Goldcrests from the Canary Islands are particularly distinctive having a black forehead, pink-buff underparts and a darker closed wing, and have been sometimes treated either as a subspecies of the common firecrest or as a different Regulus species altogether. They were sometimes called the Tenerife goldcrest, no matter which of the islands they lived on; however, a 2006 study of the vocalisations of these birds indicate that they actually comprise two subspecies of the Goldcrest that are separable on voice; R. r. teneriffae occurring on Tenerife and the newly described subspecies, R. r. ellenthalerae, occurring on the smaller islands of La Palma and El Hierro. The three goldcrest taxa on the Azores, Santa Maria goldcrest, Sao Miguel goldcrest and Western Azores goldcrest, represent recent colonisations from Europe, and are best treated as subspecies.

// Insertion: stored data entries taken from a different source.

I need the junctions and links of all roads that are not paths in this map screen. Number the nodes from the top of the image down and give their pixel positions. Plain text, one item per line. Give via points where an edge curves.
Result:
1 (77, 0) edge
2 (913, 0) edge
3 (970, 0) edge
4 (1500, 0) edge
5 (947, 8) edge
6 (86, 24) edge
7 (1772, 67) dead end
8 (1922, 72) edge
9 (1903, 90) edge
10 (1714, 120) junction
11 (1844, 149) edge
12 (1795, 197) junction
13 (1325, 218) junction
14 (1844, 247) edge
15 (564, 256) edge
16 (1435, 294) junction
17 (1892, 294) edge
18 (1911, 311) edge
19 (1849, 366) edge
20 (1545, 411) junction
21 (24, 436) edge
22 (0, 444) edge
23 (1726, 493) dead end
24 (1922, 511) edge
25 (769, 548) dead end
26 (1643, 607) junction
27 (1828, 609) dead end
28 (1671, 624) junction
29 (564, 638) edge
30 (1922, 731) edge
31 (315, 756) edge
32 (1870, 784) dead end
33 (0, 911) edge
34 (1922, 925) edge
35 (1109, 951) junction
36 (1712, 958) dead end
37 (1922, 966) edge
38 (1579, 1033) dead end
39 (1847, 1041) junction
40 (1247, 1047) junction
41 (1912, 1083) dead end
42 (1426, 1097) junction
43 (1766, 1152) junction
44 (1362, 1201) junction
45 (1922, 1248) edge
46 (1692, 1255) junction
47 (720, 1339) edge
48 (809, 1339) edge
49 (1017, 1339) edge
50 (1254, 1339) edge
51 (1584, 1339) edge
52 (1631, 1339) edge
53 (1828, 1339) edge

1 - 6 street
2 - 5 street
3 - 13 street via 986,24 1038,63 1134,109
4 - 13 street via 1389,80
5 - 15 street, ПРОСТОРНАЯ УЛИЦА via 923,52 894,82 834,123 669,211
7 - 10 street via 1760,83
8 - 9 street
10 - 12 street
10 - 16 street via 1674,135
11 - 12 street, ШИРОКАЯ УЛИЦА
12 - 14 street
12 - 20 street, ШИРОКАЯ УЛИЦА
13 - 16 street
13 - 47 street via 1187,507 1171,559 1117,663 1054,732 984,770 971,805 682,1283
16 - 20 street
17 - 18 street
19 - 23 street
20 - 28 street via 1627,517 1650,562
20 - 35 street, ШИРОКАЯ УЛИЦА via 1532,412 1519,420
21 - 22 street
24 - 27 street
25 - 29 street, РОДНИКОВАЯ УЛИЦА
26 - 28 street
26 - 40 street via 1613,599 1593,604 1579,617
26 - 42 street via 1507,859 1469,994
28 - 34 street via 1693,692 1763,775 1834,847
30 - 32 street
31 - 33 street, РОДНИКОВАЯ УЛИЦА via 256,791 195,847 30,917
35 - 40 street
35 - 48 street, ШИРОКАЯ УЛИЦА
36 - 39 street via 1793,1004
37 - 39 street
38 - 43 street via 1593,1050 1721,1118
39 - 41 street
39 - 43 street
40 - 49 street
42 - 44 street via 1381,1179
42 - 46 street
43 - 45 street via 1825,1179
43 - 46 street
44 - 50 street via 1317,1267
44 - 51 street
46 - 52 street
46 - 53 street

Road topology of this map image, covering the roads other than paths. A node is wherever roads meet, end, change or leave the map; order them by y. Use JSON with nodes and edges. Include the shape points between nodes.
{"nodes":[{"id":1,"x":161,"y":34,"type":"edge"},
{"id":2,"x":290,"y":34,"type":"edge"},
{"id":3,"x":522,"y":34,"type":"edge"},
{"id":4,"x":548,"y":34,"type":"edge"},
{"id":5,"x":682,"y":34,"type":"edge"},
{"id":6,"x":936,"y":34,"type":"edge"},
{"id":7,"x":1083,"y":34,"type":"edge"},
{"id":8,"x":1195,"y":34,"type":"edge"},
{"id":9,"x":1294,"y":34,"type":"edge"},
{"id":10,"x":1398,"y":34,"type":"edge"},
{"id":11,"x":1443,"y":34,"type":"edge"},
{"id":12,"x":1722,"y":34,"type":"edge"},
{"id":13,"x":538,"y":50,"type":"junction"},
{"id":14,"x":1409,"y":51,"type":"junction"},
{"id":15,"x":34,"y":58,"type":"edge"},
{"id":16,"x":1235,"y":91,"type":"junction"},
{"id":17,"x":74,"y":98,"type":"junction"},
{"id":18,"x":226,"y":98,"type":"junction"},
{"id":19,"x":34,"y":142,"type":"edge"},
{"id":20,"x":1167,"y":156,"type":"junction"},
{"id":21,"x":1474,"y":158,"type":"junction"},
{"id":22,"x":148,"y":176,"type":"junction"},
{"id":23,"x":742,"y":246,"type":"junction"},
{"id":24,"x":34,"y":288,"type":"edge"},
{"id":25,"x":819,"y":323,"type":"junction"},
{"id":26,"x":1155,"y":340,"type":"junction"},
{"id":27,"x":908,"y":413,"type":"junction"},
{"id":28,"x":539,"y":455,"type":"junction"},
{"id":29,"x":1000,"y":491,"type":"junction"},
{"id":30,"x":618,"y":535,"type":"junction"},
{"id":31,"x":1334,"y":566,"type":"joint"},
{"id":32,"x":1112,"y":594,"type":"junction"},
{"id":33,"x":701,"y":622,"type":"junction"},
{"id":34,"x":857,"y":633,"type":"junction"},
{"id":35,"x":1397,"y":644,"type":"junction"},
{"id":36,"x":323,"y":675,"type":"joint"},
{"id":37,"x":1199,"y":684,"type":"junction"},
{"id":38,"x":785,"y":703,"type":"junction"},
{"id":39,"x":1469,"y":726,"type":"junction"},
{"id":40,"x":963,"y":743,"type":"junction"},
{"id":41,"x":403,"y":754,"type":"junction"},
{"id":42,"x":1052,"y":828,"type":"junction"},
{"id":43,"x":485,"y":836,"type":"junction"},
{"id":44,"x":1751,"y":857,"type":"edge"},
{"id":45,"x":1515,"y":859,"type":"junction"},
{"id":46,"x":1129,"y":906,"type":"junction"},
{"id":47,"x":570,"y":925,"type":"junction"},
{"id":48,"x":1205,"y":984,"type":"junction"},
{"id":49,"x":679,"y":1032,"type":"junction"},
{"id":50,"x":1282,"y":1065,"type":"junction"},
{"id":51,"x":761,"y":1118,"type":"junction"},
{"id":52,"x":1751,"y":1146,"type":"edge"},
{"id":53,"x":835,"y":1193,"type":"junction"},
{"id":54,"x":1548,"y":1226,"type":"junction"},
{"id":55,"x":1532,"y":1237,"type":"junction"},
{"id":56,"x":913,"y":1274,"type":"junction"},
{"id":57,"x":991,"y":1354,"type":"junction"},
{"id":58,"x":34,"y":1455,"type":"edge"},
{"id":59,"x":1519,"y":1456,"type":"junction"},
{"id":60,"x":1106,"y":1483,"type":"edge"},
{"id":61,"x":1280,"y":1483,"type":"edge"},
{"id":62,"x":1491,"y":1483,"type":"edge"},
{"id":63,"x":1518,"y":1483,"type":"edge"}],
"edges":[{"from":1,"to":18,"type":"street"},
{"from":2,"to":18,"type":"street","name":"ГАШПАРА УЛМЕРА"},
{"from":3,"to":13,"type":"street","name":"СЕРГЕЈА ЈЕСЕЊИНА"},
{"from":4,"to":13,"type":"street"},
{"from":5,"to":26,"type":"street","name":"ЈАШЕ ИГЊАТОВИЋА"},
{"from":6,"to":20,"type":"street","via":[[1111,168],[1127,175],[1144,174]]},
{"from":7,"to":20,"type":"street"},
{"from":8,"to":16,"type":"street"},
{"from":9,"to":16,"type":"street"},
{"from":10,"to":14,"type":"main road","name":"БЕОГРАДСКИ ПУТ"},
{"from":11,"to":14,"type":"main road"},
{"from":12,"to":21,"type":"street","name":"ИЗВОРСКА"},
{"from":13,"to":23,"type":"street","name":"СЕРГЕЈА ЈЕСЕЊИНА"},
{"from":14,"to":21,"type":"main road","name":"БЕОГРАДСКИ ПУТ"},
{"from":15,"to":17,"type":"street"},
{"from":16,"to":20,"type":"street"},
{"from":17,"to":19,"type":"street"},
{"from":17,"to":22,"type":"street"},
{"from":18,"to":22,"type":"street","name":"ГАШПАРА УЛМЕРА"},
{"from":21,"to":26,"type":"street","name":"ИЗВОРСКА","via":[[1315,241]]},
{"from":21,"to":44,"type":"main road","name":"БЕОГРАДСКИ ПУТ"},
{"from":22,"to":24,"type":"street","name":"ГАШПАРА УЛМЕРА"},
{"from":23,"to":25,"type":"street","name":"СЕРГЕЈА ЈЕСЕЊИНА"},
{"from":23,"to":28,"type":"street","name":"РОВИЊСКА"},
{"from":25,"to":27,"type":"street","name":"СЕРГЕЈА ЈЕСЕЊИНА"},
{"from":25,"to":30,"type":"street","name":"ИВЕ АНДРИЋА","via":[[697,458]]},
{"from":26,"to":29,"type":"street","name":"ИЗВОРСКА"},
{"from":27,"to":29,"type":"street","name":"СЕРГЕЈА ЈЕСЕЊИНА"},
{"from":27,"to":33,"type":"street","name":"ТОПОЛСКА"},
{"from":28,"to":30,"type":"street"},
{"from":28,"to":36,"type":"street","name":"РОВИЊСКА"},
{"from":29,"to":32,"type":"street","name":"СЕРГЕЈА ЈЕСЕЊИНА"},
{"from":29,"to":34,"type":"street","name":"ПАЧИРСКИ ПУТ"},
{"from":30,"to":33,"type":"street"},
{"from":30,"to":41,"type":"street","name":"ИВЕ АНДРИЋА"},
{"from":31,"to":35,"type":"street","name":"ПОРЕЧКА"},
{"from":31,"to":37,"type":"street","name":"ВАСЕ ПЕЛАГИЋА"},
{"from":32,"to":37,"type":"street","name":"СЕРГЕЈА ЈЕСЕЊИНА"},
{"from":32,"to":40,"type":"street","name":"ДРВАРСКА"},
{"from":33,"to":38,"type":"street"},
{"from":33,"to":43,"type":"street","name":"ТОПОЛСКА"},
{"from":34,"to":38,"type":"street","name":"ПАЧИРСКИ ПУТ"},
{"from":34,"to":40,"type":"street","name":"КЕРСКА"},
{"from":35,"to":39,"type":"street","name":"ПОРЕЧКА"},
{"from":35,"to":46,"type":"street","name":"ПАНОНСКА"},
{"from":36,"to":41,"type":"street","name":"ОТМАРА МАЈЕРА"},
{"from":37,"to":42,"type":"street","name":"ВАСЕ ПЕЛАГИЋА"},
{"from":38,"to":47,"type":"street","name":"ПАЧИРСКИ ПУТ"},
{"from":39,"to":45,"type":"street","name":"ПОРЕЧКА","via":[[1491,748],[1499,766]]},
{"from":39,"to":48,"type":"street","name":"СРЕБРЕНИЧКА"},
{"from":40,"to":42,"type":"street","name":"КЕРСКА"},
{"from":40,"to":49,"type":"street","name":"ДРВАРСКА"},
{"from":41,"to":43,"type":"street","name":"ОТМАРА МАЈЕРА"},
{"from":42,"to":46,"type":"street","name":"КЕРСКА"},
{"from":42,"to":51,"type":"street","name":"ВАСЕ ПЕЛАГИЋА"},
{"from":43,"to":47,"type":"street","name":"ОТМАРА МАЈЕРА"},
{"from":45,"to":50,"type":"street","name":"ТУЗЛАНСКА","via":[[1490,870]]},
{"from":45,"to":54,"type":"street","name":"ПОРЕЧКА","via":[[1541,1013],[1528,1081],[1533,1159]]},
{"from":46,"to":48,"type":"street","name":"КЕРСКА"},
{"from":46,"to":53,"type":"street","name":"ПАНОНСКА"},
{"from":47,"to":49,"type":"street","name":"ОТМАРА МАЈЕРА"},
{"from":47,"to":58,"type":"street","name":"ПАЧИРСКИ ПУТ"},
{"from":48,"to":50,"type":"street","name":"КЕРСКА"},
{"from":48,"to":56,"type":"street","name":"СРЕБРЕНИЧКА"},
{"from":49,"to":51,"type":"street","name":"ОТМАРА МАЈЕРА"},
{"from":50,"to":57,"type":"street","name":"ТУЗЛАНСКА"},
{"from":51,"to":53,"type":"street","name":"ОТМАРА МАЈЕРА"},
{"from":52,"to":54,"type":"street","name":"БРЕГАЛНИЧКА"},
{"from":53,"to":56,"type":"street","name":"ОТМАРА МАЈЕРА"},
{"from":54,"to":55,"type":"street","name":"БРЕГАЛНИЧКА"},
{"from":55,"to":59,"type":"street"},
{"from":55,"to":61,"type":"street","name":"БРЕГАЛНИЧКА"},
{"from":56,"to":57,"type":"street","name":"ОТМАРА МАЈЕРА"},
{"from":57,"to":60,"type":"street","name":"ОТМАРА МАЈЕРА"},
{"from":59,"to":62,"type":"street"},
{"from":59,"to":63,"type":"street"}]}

The relationships of the flamecrest or Taiwan firecrest (Regulus goodfellowi) of Taiwan have also been a source of much debate. It is sometimes viewed as a race of firecrest, but its territorial song resembles those of the Himalayan races of goldcrest, and genetic data show that it is the closest relative of that species, and, despite its alternative name, only distantly related to the firecrest. The flamecrest diverged from the Goldcrest 3.0–3.1 mya (million years ago).

== Species ==

Species in taxonomic sequence
| Common and binomial name | Image | Description | Range |
| Common firecrest Regulus ignicapilla |  | Bright olive-green upperparts with bronze shoulder patches, and whitish underparts with brownish-grey on the breast and flanks. The head has a black eye stripe, long white supercilium, and a crest, bright yellow in the female and mainly orange in the male. | Western and Southern Europe and North Africa |
| Madeira firecrest Regulus madeirensis |  | Compared to the common firecrest, this species has a longer bill and legs, a shorter white supercilium, more black on the wings and a deeper golden-bronze shoulder patch; the male's crest is duller orange. | Madeira |
| Golden-crowned kinglet Regulus satrapa |  | Olive-grey upperparts and white underparts. They have white wing bars, a black stripe through the eyes and a yellow crown surrounded by black. The adult male has an orange patch in the middle of the yellow crown. | North America |
| Flamecrest or Taiwan firecrest Regulus goodfellowi |  | Upperparts green, rump and flanks yellow, and underparts are buff. There is a white wing bar. The crown has black stripes and a crest, orange-yellow in male and yellow in female. White around the eye and a white supercilium. Throat and neck sides are grey. | Taiwan |
| Goldcrest Regulus regulus |  | Olive-green upperparts, buff-white underparts and a plain face with conspicuous black irides. The crown of the head has black sides and a narrow black front, and a bright crest, yellow with an orange centre in the male, and entirely yellow in the female. | Most of Europe and Asia |

=== Fossils ===
There are a few Pleistocene (2.6 million to 12,000 years BP) records from Europe of extant Regulus species, mostly goldcrests or unidentifiable to species. The only fossil of an extinct Regulus is a left ulna from 2.6 to 1.95 mya in Bulgaria, which was identified as belonging to an extinct species, Regulus bulgaricus. The goldcrest lineage diverged from this apparent ancestor of the common firecrest in the Middle Pleistocene.

== Status ==
The three continental Regulus species all have very large ranges and populations. The two single-island endemics are common within their habitat, and are not thought to be at risk. All kinglets are therefore classified as Least Concern on the IUCN Red List.